* **HOW TO COMPLETE THIS TASK**: May I please have every record restated word for word, with the images left out?

Source records:
::::
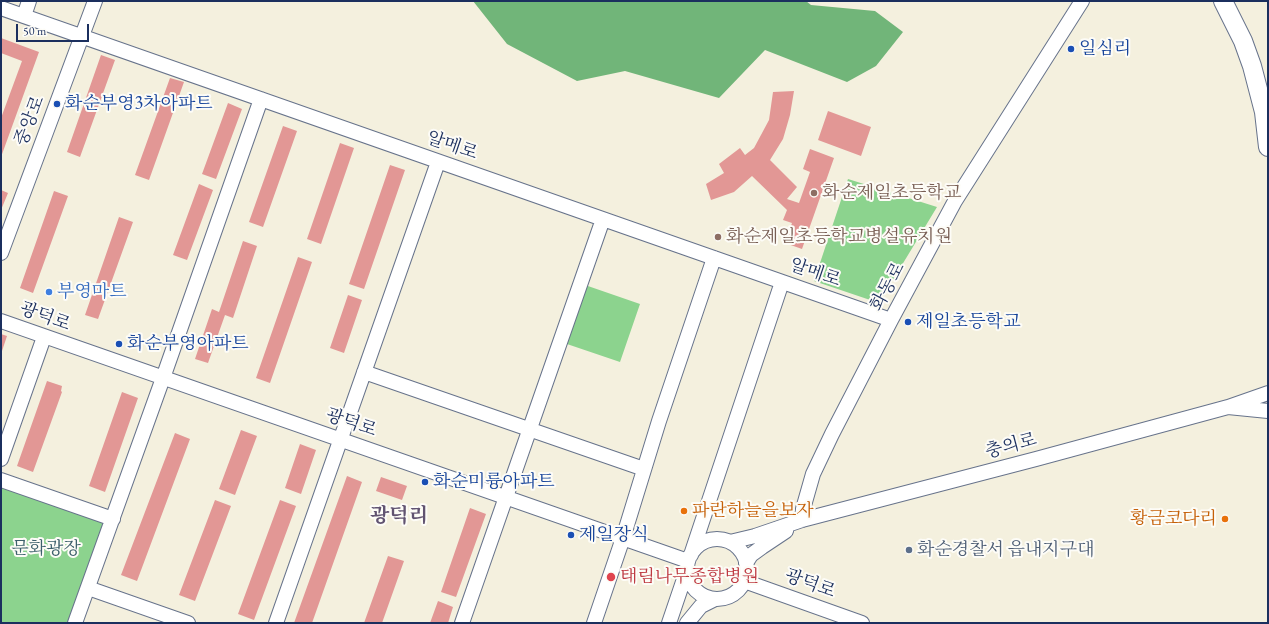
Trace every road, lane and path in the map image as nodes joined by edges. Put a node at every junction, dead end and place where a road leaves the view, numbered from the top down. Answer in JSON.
{"nodes":[{"id":1,"x":29,"y":1,"type":"edge"},
{"id":2,"x":95,"y":1,"type":"edge"},
{"id":3,"x":1082,"y":1,"type":"edge"},
{"id":4,"x":1223,"y":1,"type":"edge"},
{"id":5,"x":1,"y":8,"type":"edge"},
{"id":6,"x":24,"y":16,"type":"junction"},
{"id":7,"x":82,"y":37,"type":"junction"},
{"id":8,"x":261,"y":99,"type":"junction"},
{"id":9,"x":1268,"y":147,"type":"edge"},
{"id":10,"x":438,"y":162,"type":"junction"},
{"id":11,"x":603,"y":219,"type":"junction"},
{"id":12,"x":1,"y":253,"type":"edge"},
{"id":13,"x":714,"y":258,"type":"junction"},
{"id":14,"x":782,"y":282,"type":"junction"},
{"id":15,"x":891,"y":320,"type":"junction"},
{"id":16,"x":1,"y":322,"type":"edge"},
{"id":17,"x":44,"y":337,"type":"junction"},
{"id":18,"x":364,"y":372,"type":"junction"},
{"id":19,"x":163,"y":378,"type":"junction"},
{"id":20,"x":1268,"y":393,"type":"edge"},
{"id":21,"x":1228,"y":407,"type":"junction"},
{"id":22,"x":1268,"y":411,"type":"edge"},
{"id":23,"x":529,"y":429,"type":"junction"},
{"id":24,"x":340,"y":439,"type":"junction"},
{"id":25,"x":1,"y":459,"type":"edge"},
{"id":26,"x":644,"y":469,"type":"junction"},
{"id":27,"x":1,"y":480,"type":"edge"},
{"id":28,"x":506,"y":497,"type":"junction"},
{"id":29,"x":113,"y":519,"type":"junction"},
{"id":30,"x":802,"y":520,"type":"junction"},
{"id":31,"x":623,"y":538,"type":"junction"},
{"id":32,"x":730,"y":542,"type":"junction"},
{"id":33,"x":689,"y":562,"type":"junction"},
{"id":34,"x":746,"y":563,"type":"junction"},
{"id":35,"x":744,"y":581,"type":"junction"},
{"id":36,"x":88,"y":588,"type":"junction"},
{"id":37,"x":715,"y":599,"type":"junction"},
{"id":38,"x":75,"y":623,"type":"edge"},
{"id":39,"x":188,"y":623,"type":"edge"},
{"id":40,"x":276,"y":623,"type":"edge"},
{"id":41,"x":462,"y":623,"type":"edge"},
{"id":42,"x":594,"y":623,"type":"edge"},
{"id":43,"x":669,"y":623,"type":"edge"},
{"id":44,"x":687,"y":623,"type":"edge"},
{"id":45,"x":862,"y":623,"type":"edge"}],
"edges":[{"from":1,"to":6,"type":"street"},
{"from":2,"to":7,"type":"street","name":"중앙로"},
{"from":3,"to":15,"type":"street","name":"화동로"},
{"from":4,"to":9,"type":"main road"},
{"from":5,"to":6,"type":"street","name":"알메로"},
{"from":6,"to":7,"type":"street","name":"알메로"},
{"from":7,"to":8,"type":"street","name":"알메로"},
{"from":7,"to":12,"type":"street","name":"중앙로"},
{"from":8,"to":10,"type":"street","name":"알메로"},
{"from":8,"to":19,"type":"street"},
{"from":10,"to":11,"type":"street","name":"알메로"},
{"from":10,"to":18,"type":"street"},
{"from":11,"to":13,"type":"street","name":"알메로"},
{"from":11,"to":23,"type":"street"},
{"from":13,"to":14,"type":"street","name":"알메로"},
{"from":13,"to":26,"type":"street"},
{"from":14,"to":15,"type":"street","name":"알메로"},
{"from":14,"to":33,"type":"street"},
{"from":15,"to":30,"type":"street","name":"화동로"},
{"from":16,"to":17,"type":"street","name":"광덕로"},
{"from":17,"to":19,"type":"street","name":"광덕로"},
{"from":17,"to":25,"type":"street"},
{"from":18,"to":23,"type":"street"},
{"from":18,"to":24,"type":"street"},
{"from":19,"to":24,"type":"street","name":"광덕로"},
{"from":19,"to":29,"type":"street"},
{"from":20,"to":21,"type":"street","name":"충의로"},
{"from":21,"to":22,"type":"street"},
{"from":21,"to":30,"type":"street","name":"충의로"},
{"from":23,"to":26,"type":"street"},
{"from":23,"to":28,"type":"street"},
{"from":24,"to":28,"type":"street","name":"광덕로"},
{"from":24,"to":40,"type":"street"},
{"from":26,"to":31,"type":"street"},
{"from":27,"to":29,"type":"street"},
{"from":28,"to":31,"type":"street","name":"광덕로"},
{"from":28,"to":41,"type":"street"},
{"from":29,"to":36,"type":"street"},
{"from":30,"to":32,"type":"street","name":"충의로"},
{"from":30,"to":34,"type":"street","name":"충의로"},
{"from":31,"to":33,"type":"street","name":"광덕로"},
{"from":31,"to":42,"type":"street"},
{"from":32,"to":33,"type":"street"},
{"from":32,"to":34,"type":"street"},
{"from":33,"to":37,"type":"street"},
{"from":33,"to":43,"type":"street"},
{"from":34,"to":35,"type":"street"},
{"from":35,"to":37,"type":"street"},
{"from":35,"to":45,"type":"street","name":"광덕로"},
{"from":36,"to":38,"type":"street"},
{"from":36,"to":39,"type":"street"},
{"from":37,"to":44,"type":"street"}]}
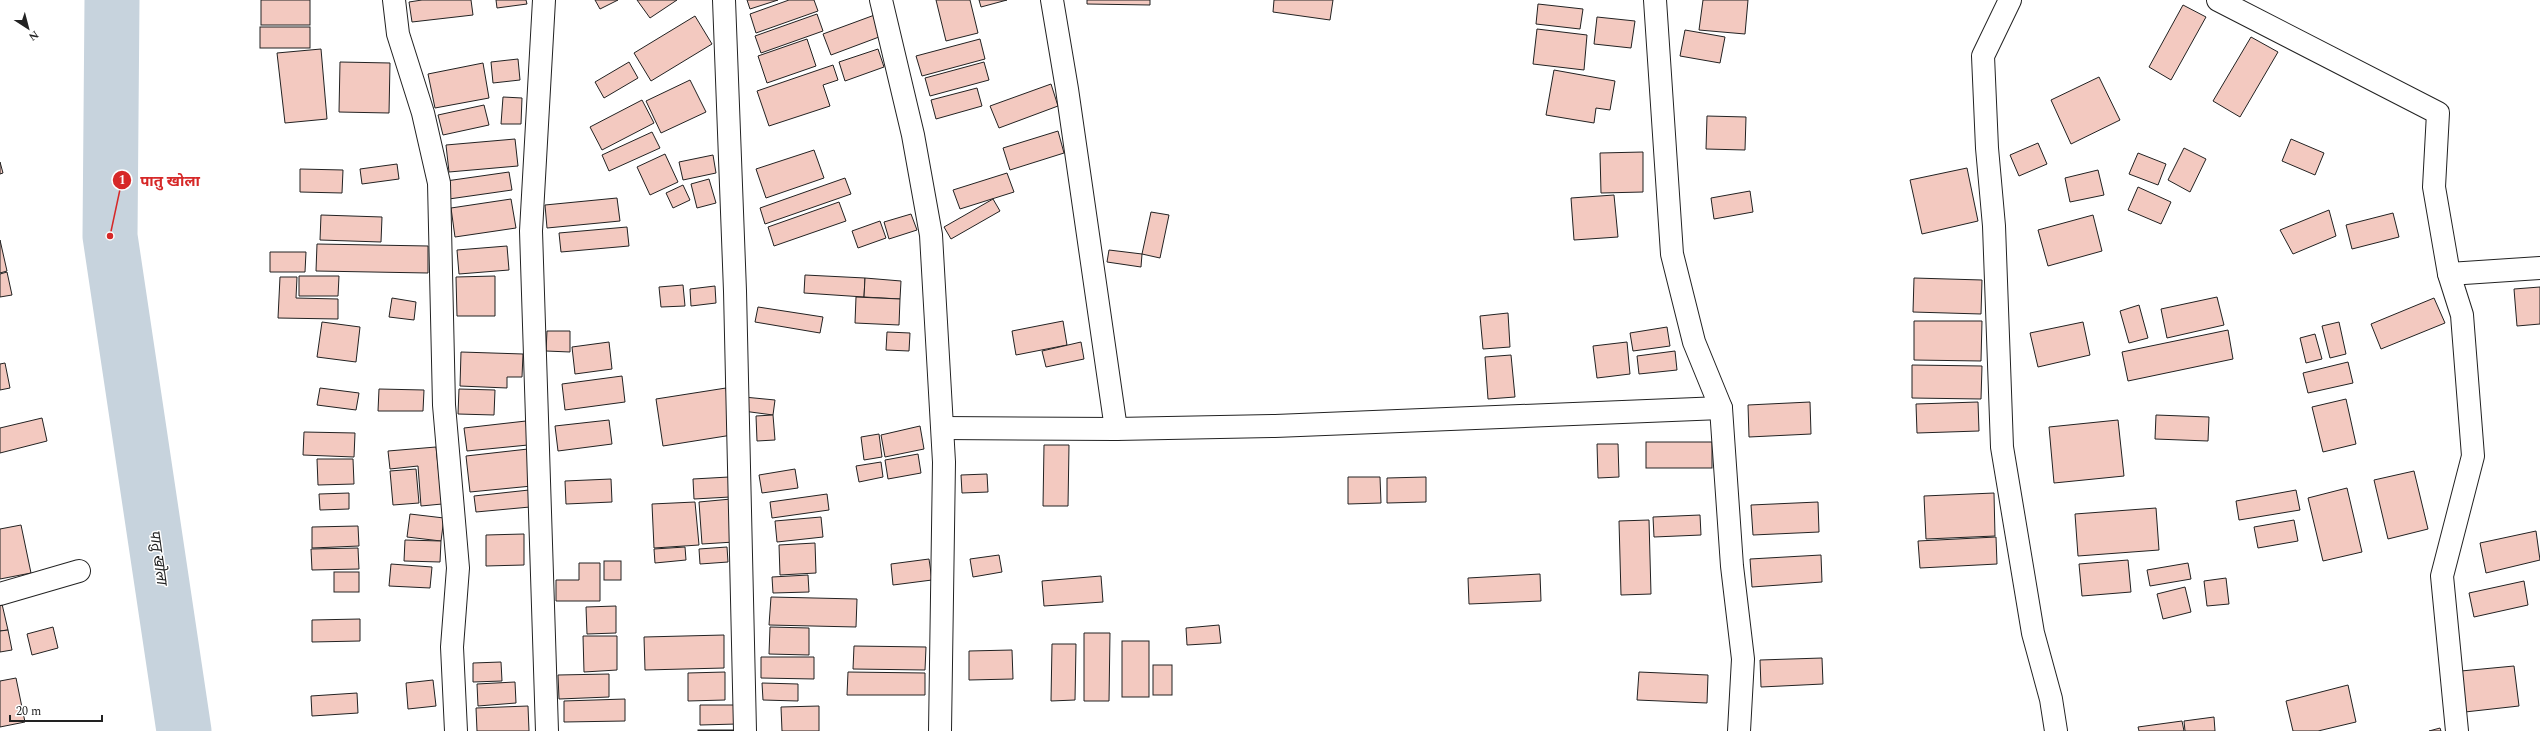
::::
* **OUTPUT OF THE EXERCISE**:
Trace every road, lane and path in the map image as nodes joined by edges. Put a node at every junction, dead end and place where a road leaves the view, numbered from the top down. Answer in JSON.
{"nodes":[{"id":1,"x":29,"y":1,"type":"edge"},
{"id":2,"x":95,"y":1,"type":"edge"},
{"id":3,"x":1082,"y":1,"type":"edge"},
{"id":4,"x":1223,"y":1,"type":"edge"},
{"id":5,"x":1,"y":8,"type":"edge"},
{"id":6,"x":24,"y":16,"type":"junction"},
{"id":7,"x":82,"y":37,"type":"junction"},
{"id":8,"x":261,"y":99,"type":"junction"},
{"id":9,"x":1268,"y":147,"type":"edge"},
{"id":10,"x":438,"y":162,"type":"junction"},
{"id":11,"x":603,"y":219,"type":"junction"},
{"id":12,"x":1,"y":253,"type":"edge"},
{"id":13,"x":714,"y":258,"type":"junction"},
{"id":14,"x":782,"y":282,"type":"junction"},
{"id":15,"x":891,"y":320,"type":"junction"},
{"id":16,"x":1,"y":322,"type":"edge"},
{"id":17,"x":44,"y":337,"type":"junction"},
{"id":18,"x":364,"y":372,"type":"junction"},
{"id":19,"x":163,"y":378,"type":"junction"},
{"id":20,"x":1268,"y":393,"type":"edge"},
{"id":21,"x":1228,"y":407,"type":"junction"},
{"id":22,"x":1268,"y":411,"type":"edge"},
{"id":23,"x":529,"y":429,"type":"junction"},
{"id":24,"x":340,"y":439,"type":"junction"},
{"id":25,"x":1,"y":459,"type":"edge"},
{"id":26,"x":644,"y":469,"type":"junction"},
{"id":27,"x":1,"y":480,"type":"edge"},
{"id":28,"x":506,"y":497,"type":"junction"},
{"id":29,"x":113,"y":519,"type":"junction"},
{"id":30,"x":802,"y":520,"type":"junction"},
{"id":31,"x":623,"y":538,"type":"junction"},
{"id":32,"x":730,"y":542,"type":"junction"},
{"id":33,"x":689,"y":562,"type":"junction"},
{"id":34,"x":746,"y":563,"type":"junction"},
{"id":35,"x":744,"y":581,"type":"junction"},
{"id":36,"x":88,"y":588,"type":"junction"},
{"id":37,"x":715,"y":599,"type":"junction"},
{"id":38,"x":75,"y":623,"type":"edge"},
{"id":39,"x":188,"y":623,"type":"edge"},
{"id":40,"x":276,"y":623,"type":"edge"},
{"id":41,"x":462,"y":623,"type":"edge"},
{"id":42,"x":594,"y":623,"type":"edge"},
{"id":43,"x":669,"y":623,"type":"edge"},
{"id":44,"x":687,"y":623,"type":"edge"},
{"id":45,"x":862,"y":623,"type":"edge"}],
"edges":[{"from":1,"to":6,"type":"street"},
{"from":2,"to":7,"type":"street","name":"중앙로"},
{"from":3,"to":15,"type":"street","name":"화동로"},
{"from":4,"to":9,"type":"main road"},
{"from":5,"to":6,"type":"street","name":"알메로"},
{"from":6,"to":7,"type":"street","name":"알메로"},
{"from":7,"to":8,"type":"street","name":"알메로"},
{"from":7,"to":12,"type":"street","name":"중앙로"},
{"from":8,"to":10,"type":"street","name":"알메로"},
{"from":8,"to":19,"type":"street"},
{"from":10,"to":11,"type":"street","name":"알메로"},
{"from":10,"to":18,"type":"street"},
{"from":11,"to":13,"type":"street","name":"알메로"},
{"from":11,"to":23,"type":"street"},
{"from":13,"to":14,"type":"street","name":"알메로"},
{"from":13,"to":26,"type":"street"},
{"from":14,"to":15,"type":"street","name":"알메로"},
{"from":14,"to":33,"type":"street"},
{"from":15,"to":30,"type":"street","name":"화동로"},
{"from":16,"to":17,"type":"street","name":"광덕로"},
{"from":17,"to":19,"type":"street","name":"광덕로"},
{"from":17,"to":25,"type":"street"},
{"from":18,"to":23,"type":"street"},
{"from":18,"to":24,"type":"street"},
{"from":19,"to":24,"type":"street","name":"광덕로"},
{"from":19,"to":29,"type":"street"},
{"from":20,"to":21,"type":"street","name":"충의로"},
{"from":21,"to":22,"type":"street"},
{"from":21,"to":30,"type":"street","name":"충의로"},
{"from":23,"to":26,"type":"street"},
{"from":23,"to":28,"type":"street"},
{"from":24,"to":28,"type":"street","name":"광덕로"},
{"from":24,"to":40,"type":"street"},
{"from":26,"to":31,"type":"street"},
{"from":27,"to":29,"type":"street"},
{"from":28,"to":31,"type":"street","name":"광덕로"},
{"from":28,"to":41,"type":"street"},
{"from":29,"to":36,"type":"street"},
{"from":30,"to":32,"type":"street","name":"충의로"},
{"from":30,"to":34,"type":"street","name":"충의로"},
{"from":31,"to":33,"type":"street","name":"광덕로"},
{"from":31,"to":42,"type":"street"},
{"from":32,"to":33,"type":"street"},
{"from":32,"to":34,"type":"street"},
{"from":33,"to":37,"type":"street"},
{"from":33,"to":43,"type":"street"},
{"from":34,"to":35,"type":"street"},
{"from":35,"to":37,"type":"street"},
{"from":35,"to":45,"type":"street","name":"광덕로"},
{"from":36,"to":38,"type":"street"},
{"from":36,"to":39,"type":"street"},
{"from":37,"to":44,"type":"street"}]}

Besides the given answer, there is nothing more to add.